Stored data Start Marker
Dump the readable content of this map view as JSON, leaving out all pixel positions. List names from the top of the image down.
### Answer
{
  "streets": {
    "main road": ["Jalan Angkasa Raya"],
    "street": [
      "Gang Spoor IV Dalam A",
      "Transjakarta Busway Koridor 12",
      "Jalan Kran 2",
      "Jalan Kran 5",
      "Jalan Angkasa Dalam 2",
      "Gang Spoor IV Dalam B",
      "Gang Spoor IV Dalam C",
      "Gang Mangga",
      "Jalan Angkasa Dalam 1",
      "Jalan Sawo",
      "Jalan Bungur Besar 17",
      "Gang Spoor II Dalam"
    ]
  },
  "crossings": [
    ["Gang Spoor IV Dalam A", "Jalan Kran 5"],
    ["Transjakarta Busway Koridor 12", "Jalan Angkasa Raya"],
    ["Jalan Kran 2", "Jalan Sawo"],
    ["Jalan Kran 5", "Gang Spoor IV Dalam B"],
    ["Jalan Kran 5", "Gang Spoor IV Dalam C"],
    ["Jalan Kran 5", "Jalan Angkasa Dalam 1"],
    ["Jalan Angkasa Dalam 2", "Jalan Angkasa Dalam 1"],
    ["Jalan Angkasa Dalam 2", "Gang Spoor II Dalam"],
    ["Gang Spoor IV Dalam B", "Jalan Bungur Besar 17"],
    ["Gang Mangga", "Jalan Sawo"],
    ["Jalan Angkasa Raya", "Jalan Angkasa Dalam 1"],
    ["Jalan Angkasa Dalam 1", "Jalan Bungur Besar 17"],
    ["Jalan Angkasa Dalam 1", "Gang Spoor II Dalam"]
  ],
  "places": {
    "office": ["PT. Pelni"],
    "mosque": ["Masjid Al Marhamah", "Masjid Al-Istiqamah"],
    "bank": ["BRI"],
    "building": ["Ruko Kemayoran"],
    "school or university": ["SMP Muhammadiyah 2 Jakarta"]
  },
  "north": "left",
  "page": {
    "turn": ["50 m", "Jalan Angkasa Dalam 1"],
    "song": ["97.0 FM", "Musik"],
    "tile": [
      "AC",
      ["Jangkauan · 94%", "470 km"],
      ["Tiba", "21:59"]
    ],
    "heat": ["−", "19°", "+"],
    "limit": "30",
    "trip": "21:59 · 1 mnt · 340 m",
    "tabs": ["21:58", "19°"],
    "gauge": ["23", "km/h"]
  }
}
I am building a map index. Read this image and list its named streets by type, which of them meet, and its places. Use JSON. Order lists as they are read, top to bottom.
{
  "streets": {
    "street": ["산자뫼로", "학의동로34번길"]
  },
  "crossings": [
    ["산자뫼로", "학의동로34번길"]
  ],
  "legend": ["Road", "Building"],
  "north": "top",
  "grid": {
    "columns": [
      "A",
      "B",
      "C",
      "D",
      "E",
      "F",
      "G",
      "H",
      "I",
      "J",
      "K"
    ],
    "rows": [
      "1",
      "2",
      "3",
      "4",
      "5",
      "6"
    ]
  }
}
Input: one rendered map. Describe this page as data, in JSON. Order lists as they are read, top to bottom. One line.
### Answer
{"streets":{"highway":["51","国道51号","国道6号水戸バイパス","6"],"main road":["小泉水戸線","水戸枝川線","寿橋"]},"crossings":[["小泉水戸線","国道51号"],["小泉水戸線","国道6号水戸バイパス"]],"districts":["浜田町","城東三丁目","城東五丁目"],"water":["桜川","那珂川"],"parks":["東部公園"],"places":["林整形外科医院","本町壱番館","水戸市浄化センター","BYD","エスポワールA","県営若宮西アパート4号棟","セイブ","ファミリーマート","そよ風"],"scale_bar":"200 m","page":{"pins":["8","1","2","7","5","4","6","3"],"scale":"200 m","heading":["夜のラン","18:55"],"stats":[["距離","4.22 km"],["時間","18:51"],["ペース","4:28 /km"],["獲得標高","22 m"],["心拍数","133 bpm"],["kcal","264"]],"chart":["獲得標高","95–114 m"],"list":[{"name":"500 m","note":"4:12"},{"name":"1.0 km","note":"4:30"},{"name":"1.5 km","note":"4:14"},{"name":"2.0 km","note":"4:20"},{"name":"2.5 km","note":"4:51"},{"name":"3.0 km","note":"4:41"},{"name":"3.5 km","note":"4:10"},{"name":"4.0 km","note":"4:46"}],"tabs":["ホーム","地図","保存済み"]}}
Stored data End Marker
◆ **Instructions for the task**
Copy all lines from the data that hold the word "lists".

◆ **Expected answer**
I am building a map index. Read this image and list its named streets by type, which of them meet, and its places. Use JSON. Order lists as they are read, top to bottom.
Input: one rendered map. Describe this page as data, in JSON. Order lists as they are read, top to bottom. One line.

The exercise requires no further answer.